EXCERPTED RECORDS ▸
######

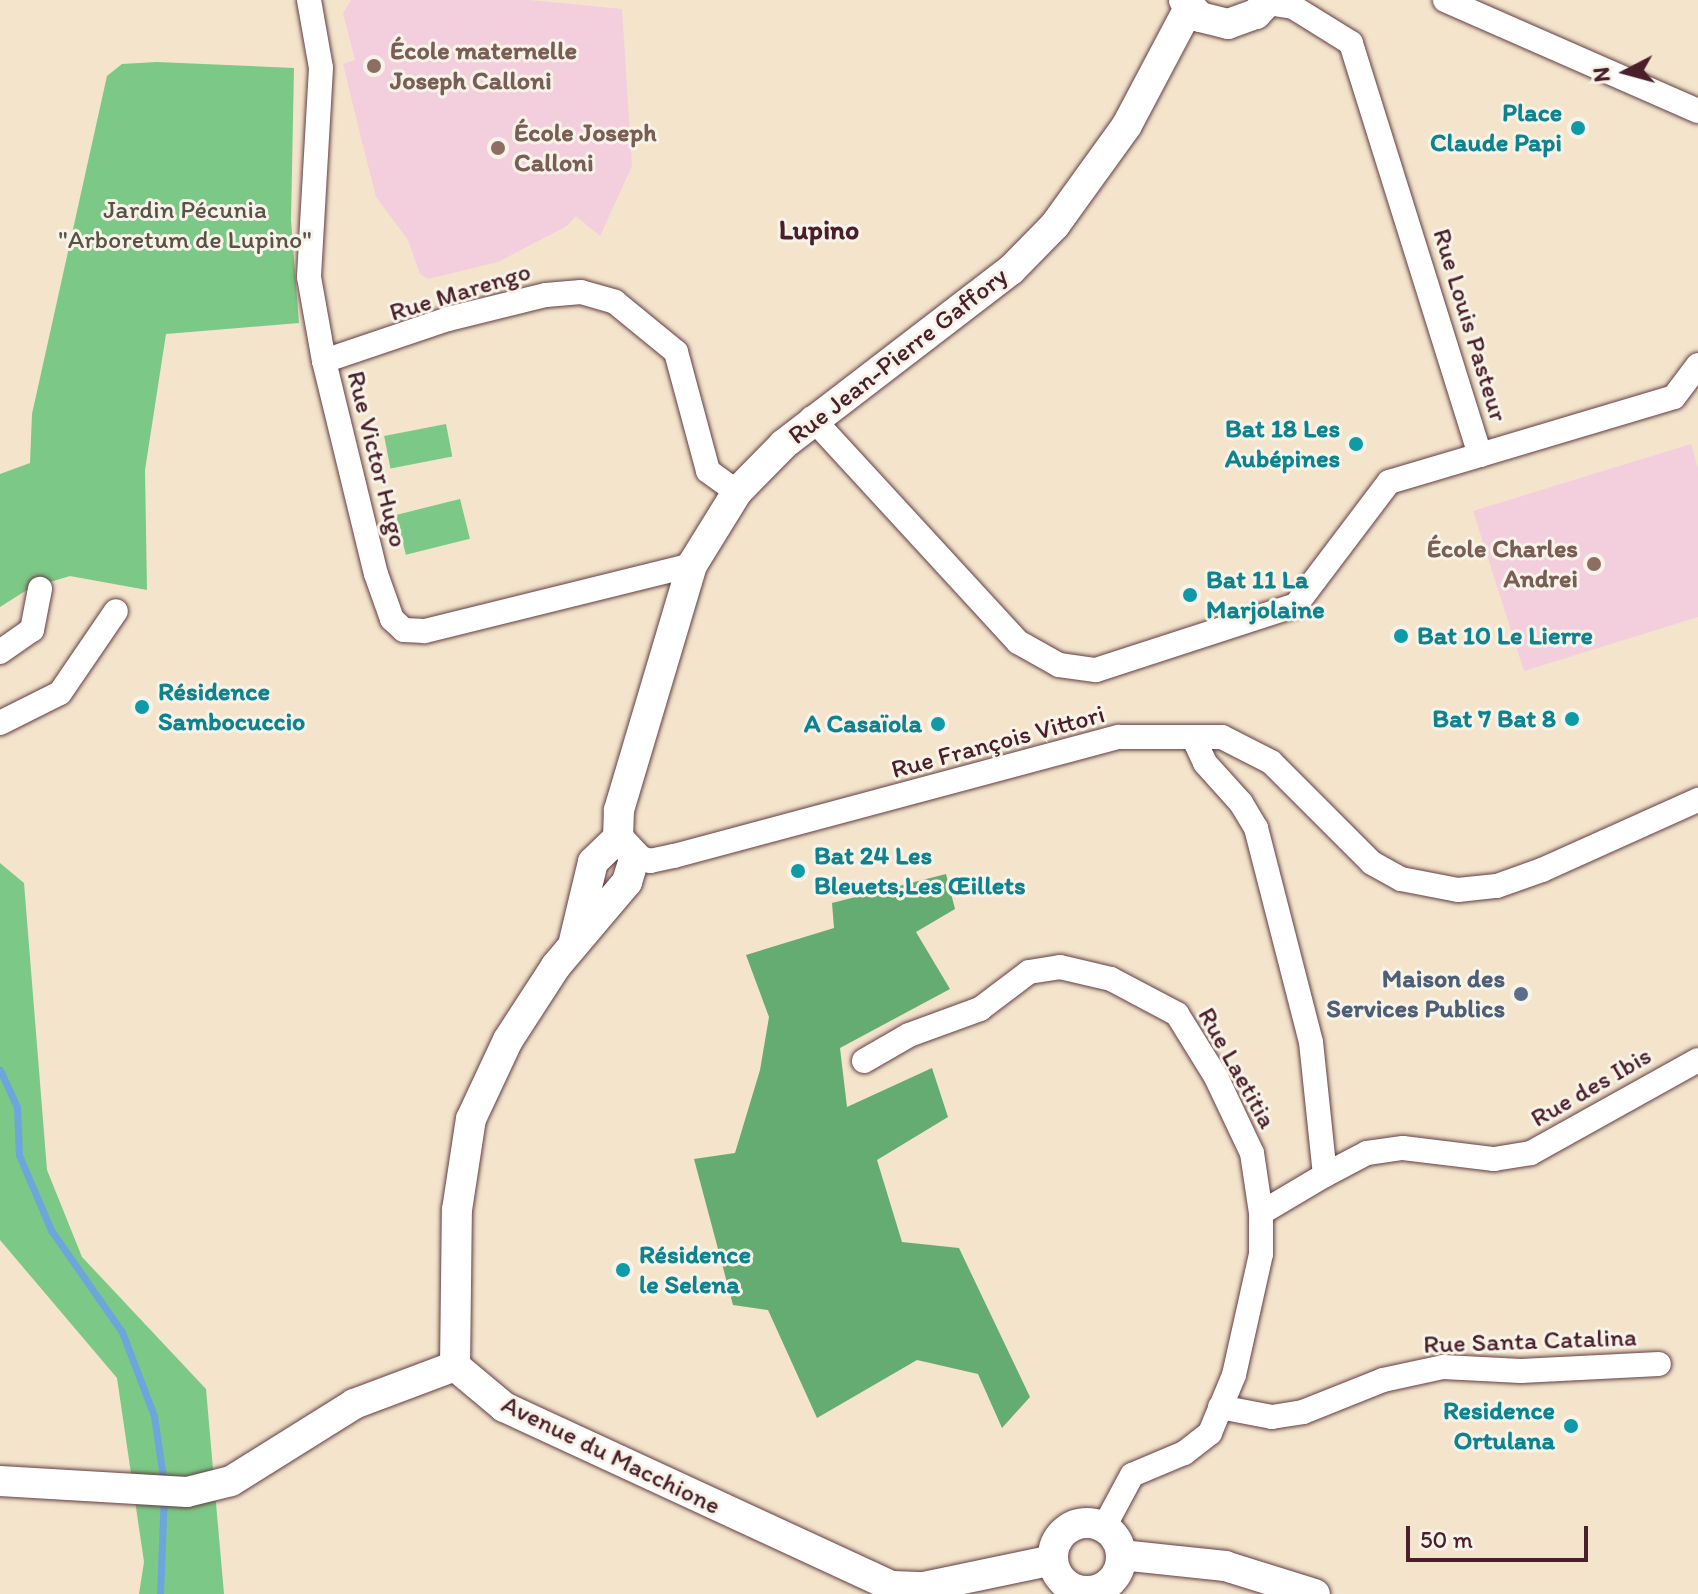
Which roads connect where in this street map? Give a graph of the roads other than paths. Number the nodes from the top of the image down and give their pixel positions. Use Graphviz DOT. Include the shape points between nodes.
graph roads {
  1 [pos="309,0"];
  2 [pos="1445,0"];
  3 [pos="1268,2"];
  4 [pos="1186,4"];
  5 [pos="1698,111"];
  6 [pos="324,361"];
  7 [pos="1698,365"];
  8 [pos="812,418"];
  9 [pos="1480,455"];
  10 [pos="737,492"];
  11 [pos="692,565"];
  12 [pos="40,589"];
  13 [pos="116,611"];
  14 [pos="0,652"];
  15 [pos="0,723"];
  16 [pos="1193,737"];
  17 [pos="1698,800"];
  18 [pos="626,847"];
  19 [pos="1698,1060"];
  20 [pos="864,1061"];
  21 [pos="1325,1175"];
  22 [pos="1261,1213"];
  23 [pos="1659,1364"];
  24 [pos="455,1366"];
  25 [pos="1220,1407"];
  26 [pos="0,1481"];
  27 [pos="1104,1527"];
  28 [pos="1121,1555"];
  29 [pos="1053,1560"];
  30 [pos="1089,1593"];
  31 [pos="1315,1594"];
  1 -- 6 [label="street, Rue Victor Hugo" via="321,68 309,277"];
  2 -- 5 [label="street"];
  3 -- 4 [label="main road" via="1256,14 1228,24 1200,17"];
  3 -- 9 [label="street, Rue Louis Pasteur" via="1293,7 1351,43"];
  4 -- 8 [label="main road, Rue Jean-Pierre Gaffory" via="1127,125 1055,225 1001,278"];
  6 -- 10 [label="street, Rue Marengo" via="448,319 546,295 581,292 615,302 676,352 708,471"];
  6 -- 11 [label="street, Rue Victor Hugo" via="376,574 392,619 404,630 425,631"];
  7 -- 9 [label="street" via="1674,397"];
  8 -- 9 [label="street, Rue Louis Pasteur" via="1018,642 1059,665 1096,670 1296,605 1389,482"];
  8 -- 10 [label="main road, Rue Jean-Pierre Gaffory"];
  10 -- 11 [label="main road, Rue Jean-Pierre Gaffory"];
  11 -- 18 [label="main road, Rue Jean-Pierre Gaffory" via="619,810"];
  12 -- 14 [label="street" via="32,630"];
  13 -- 15 [label="street" via="70,683"];
  16 -- 17 [label="street, Rue François Vittori" via="1222,737 1271,762 1372,863 1401,879 1444,889 1497,886"];
  16 -- 18 [label="street, Rue François Vittori" via="1119,737 650,861"];
  16 -- 21 [label="street" via="1205,763 1256,828 1311,1042"];
  18 -- 24 [label="main road, Rue Jean-Pierre Gaffory" via="627,882 574,941 508,1040 471,1119 457,1210"];
  19 -- 21 [label="street, Rue des Ibis" via="1531,1153 1494,1159 1403,1148 1367,1153"];
  20 -- 22 [label="street, Rue Laetitia" via="909,1035 980,1009 1029,972 1060,967 1111,979 1177,1014 1216,1077 1252,1153"];
  21 -- 22 [label="street, Rue des Ibis"];
  22 -- 25 [label="street, Rue Laetitia" via="1261,1254 1234,1375"];
  23 -- 25 [label="street, Rue Santa Catalina" via="1521,1371 1443,1367 1383,1380 1303,1412 1272,1417"];
  24 -- 26 [label="main road" via="354,1404 231,1481 187,1492"];
  24 -- 29 [label="main road, Avenue du Macchione" via="504,1407 892,1586 924,1587"];
  25 -- 27 [label="street, Rue Laetitia" via="1210,1433 1132,1475"];
  27 -- 28 [label="main road"];
  27 -- 29 [label="main road" via="1071,1526 1054,1547"];
  28 -- 30 [label="main road" via="1113,1580"];
  28 -- 31 [label="main road" via="1225,1566"];
  29 -- 30 [label="main road" via="1065,1583"];
}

######

EXERCISE DIRECTIONS ▸
Give back the entire listing verbatim, without the pictures.

TASK SOLUTION ▸
Which roads connect where in this street map? Give a graph of the roads other than paths. Number the nodes from the top of the image down and give their pixel positions. Use Graphviz DOT. Include the shape points between nodes.
graph roads {
  1 [pos="309,0"];
  2 [pos="1445,0"];
  3 [pos="1268,2"];
  4 [pos="1186,4"];
  5 [pos="1698,111"];
  6 [pos="324,361"];
  7 [pos="1698,365"];
  8 [pos="812,418"];
  9 [pos="1480,455"];
  10 [pos="737,492"];
  11 [pos="692,565"];
  12 [pos="40,589"];
  13 [pos="116,611"];
  14 [pos="0,652"];
  15 [pos="0,723"];
  16 [pos="1193,737"];
  17 [pos="1698,800"];
  18 [pos="626,847"];
  19 [pos="1698,1060"];
  20 [pos="864,1061"];
  21 [pos="1325,1175"];
  22 [pos="1261,1213"];
  23 [pos="1659,1364"];
  24 [pos="455,1366"];
  25 [pos="1220,1407"];
  26 [pos="0,1481"];
  27 [pos="1104,1527"];
  28 [pos="1121,1555"];
  29 [pos="1053,1560"];
  30 [pos="1089,1593"];
  31 [pos="1315,1594"];
  1 -- 6 [label="street, Rue Victor Hugo" via="321,68 309,277"];
  2 -- 5 [label="street"];
  3 -- 4 [label="main road" via="1256,14 1228,24 1200,17"];
  3 -- 9 [label="street, Rue Louis Pasteur" via="1293,7 1351,43"];
  4 -- 8 [label="main road, Rue Jean-Pierre Gaffory" via="1127,125 1055,225 1001,278"];
  6 -- 10 [label="street, Rue Marengo" via="448,319 546,295 581,292 615,302 676,352 708,471"];
  6 -- 11 [label="street, Rue Victor Hugo" via="376,574 392,619 404,630 425,631"];
  7 -- 9 [label="street" via="1674,397"];
  8 -- 9 [label="street, Rue Louis Pasteur" via="1018,642 1059,665 1096,670 1296,605 1389,482"];
  8 -- 10 [label="main road, Rue Jean-Pierre Gaffory"];
  10 -- 11 [label="main road, Rue Jean-Pierre Gaffory"];
  11 -- 18 [label="main road, Rue Jean-Pierre Gaffory" via="619,810"];
  12 -- 14 [label="street" via="32,630"];
  13 -- 15 [label="street" via="70,683"];
  16 -- 17 [label="street, Rue François Vittori" via="1222,737 1271,762 1372,863 1401,879 1444,889 1497,886"];
  16 -- 18 [label="street, Rue François Vittori" via="1119,737 650,861"];
  16 -- 21 [label="street" via="1205,763 1256,828 1311,1042"];
  18 -- 24 [label="main road, Rue Jean-Pierre Gaffory" via="627,882 574,941 508,1040 471,1119 457,1210"];
  19 -- 21 [label="street, Rue des Ibis" via="1531,1153 1494,1159 1403,1148 1367,1153"];
  20 -- 22 [label="street, Rue Laetitia" via="909,1035 980,1009 1029,972 1060,967 1111,979 1177,1014 1216,1077 1252,1153"];
  21 -- 22 [label="street, Rue des Ibis"];
  22 -- 25 [label="street, Rue Laetitia" via="1261,1254 1234,1375"];
  23 -- 25 [label="street, Rue Santa Catalina" via="1521,1371 1443,1367 1383,1380 1303,1412 1272,1417"];
  24 -- 26 [label="main road" via="354,1404 231,1481 187,1492"];
  24 -- 29 [label="main road, Avenue du Macchione" via="504,1407 892,1586 924,1587"];
  25 -- 27 [label="street, Rue Laetitia" via="1210,1433 1132,1475"];
  27 -- 28 [label="main road"];
  27 -- 29 [label="main road" via="1071,1526 1054,1547"];
  28 -- 30 [label="main road" via="1113,1580"];
  28 -- 31 [label="main road" via="1225,1566"];
  29 -- 30 [label="main road" via="1065,1583"];
}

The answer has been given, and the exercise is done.